- 100 Lothrop Street North Easton, MA 02356 United States

Information
- Type: Public
- Established: 1905
- School district: Easton
- Principal: Kelly Cavanaugh
- Staff: 86.64 (FTE)
- Grades: 9–12
- Enrollment: 1,076 (2023–2024)
- Student to teacher ratio: 12.42
- Colors: Black & Orange
- Athletics conference: Hockomock League
- Mascot: Tiger
- Website: Page on eastonmaschools.org

= Oliver Ames High School =

Oliver Ames High School is a public high school in Easton, Massachusetts, United States. The school currently enrolls approximately 1200 students in grades 9 through 12 and is named after Oliver Ames, who was the 35th governor of Massachusetts. Oliver Ames offers Advanced Placement, Honors, college preparatory, business, and standard programs, as well as electives in the visual and performing arts, business and industrial arts, and home economics.

In sports, Oliver Ames competes in the Hockomock League where their teams have many achievements, including winning numerous championships.

In 2007, the baseball team captured its first-ever MIAA Division 2 State Championship.

The girls basketball program has won 3 MIAA Division 2 State Championships taking home the title in 2006, 2010, and 2022.

The Oliver Ames Tiger Marching Band represented the Commonwealth of Massachusetts in the 2012 Memorial Day parade in Washington D.C. The OAMB also recently won the schools first back to back to back NESBA championships since the 90's by winning the 2021, 2022, and 2023 Division IV Championships.

==Notable alumni==

- Jim Craig, a member and goalie of the 1980 U.S. Olympic hockey team that defeated the Soviet Olympic hockey team, made famous by the movie Miracle on Ice.
- Ruth Graves Wakefield, inventor of the chocolate chip cookie.
- David MacKinnon, Professional baseball player for the Los Angeles Angels and Oakland Athletics.

==Facilities==
===Muscato Stadium===
Named after the coach, Valentine P. Muscato, who led the football team to six league championships and three undefeated seasons resulting in state championships. The stadium features a state of the art 400-meter track and a turf field for school athletics, which also served as the home of the Real Boston Rams of the USL Premier Development League.

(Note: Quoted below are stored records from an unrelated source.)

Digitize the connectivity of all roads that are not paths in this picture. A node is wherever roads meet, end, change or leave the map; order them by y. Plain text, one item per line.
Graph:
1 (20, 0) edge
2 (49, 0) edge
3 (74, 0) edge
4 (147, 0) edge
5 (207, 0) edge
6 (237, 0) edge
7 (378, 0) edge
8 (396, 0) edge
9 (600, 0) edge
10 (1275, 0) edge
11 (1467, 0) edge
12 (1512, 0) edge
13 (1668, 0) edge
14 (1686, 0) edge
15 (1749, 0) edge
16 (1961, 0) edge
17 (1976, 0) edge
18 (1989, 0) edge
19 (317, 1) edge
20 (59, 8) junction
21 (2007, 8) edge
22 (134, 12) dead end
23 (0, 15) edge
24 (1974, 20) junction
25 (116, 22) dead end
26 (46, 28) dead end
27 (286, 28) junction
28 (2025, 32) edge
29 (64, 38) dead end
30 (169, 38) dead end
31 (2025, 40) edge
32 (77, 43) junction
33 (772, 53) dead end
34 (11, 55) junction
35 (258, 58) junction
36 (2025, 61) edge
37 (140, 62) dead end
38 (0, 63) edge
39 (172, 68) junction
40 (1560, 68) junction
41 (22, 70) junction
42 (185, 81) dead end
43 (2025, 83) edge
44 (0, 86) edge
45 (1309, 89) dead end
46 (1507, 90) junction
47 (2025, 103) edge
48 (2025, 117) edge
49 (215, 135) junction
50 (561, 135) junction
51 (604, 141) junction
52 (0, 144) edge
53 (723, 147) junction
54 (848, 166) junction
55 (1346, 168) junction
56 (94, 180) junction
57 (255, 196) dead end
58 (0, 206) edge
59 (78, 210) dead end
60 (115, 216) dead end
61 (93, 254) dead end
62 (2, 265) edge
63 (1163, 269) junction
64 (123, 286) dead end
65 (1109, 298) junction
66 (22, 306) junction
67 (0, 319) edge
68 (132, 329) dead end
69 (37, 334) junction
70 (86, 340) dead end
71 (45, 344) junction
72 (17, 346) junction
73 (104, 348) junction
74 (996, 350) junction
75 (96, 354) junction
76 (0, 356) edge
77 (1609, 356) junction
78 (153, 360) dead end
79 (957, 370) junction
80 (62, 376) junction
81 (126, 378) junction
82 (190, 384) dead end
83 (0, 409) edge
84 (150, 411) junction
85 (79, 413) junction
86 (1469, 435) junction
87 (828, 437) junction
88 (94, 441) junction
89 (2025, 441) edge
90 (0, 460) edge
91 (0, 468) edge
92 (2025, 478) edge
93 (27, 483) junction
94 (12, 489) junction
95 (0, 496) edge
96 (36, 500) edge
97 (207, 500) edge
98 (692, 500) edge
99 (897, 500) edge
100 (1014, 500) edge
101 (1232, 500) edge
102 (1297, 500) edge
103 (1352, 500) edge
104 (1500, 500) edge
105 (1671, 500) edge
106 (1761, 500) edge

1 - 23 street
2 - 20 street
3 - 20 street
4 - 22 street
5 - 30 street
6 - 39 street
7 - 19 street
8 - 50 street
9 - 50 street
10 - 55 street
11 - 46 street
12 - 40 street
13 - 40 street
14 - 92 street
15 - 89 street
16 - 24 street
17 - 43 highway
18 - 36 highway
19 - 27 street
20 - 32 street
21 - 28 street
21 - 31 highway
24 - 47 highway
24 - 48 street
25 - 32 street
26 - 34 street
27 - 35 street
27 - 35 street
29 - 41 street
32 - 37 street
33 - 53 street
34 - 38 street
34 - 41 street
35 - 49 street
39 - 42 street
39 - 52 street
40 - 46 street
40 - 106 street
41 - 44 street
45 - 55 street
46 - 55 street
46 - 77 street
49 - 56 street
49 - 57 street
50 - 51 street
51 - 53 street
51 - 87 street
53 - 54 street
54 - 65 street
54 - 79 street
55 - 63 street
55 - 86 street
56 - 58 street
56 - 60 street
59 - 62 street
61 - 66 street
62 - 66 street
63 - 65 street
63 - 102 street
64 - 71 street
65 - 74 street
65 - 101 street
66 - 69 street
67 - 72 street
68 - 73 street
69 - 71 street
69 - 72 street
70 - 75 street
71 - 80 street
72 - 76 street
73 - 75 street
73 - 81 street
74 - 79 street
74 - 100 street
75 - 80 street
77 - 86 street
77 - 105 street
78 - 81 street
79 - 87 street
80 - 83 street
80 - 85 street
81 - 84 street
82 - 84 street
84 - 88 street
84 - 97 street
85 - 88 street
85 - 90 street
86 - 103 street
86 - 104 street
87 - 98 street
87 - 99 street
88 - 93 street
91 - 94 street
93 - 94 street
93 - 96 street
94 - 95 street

===William Nixon gymnasium===
The gym is home to Boys and Girls basketball, and as home to the girls volleyball team in the fall. The gym, which seats around 1200 people, was built in 2006. The gymnasium is named for William [Bill] Nixon a long time Social Studies/History teacher at Oliver Ames.

===Frothingham Park===
Located just a few blocks from campus the historic park designed by Fredric Law Olmsted is the home to the Oliver Ames Tigers baseball team. "The park" as most townies refer to it, was also the home to the Tigers football team before Muscato stadium was constructed.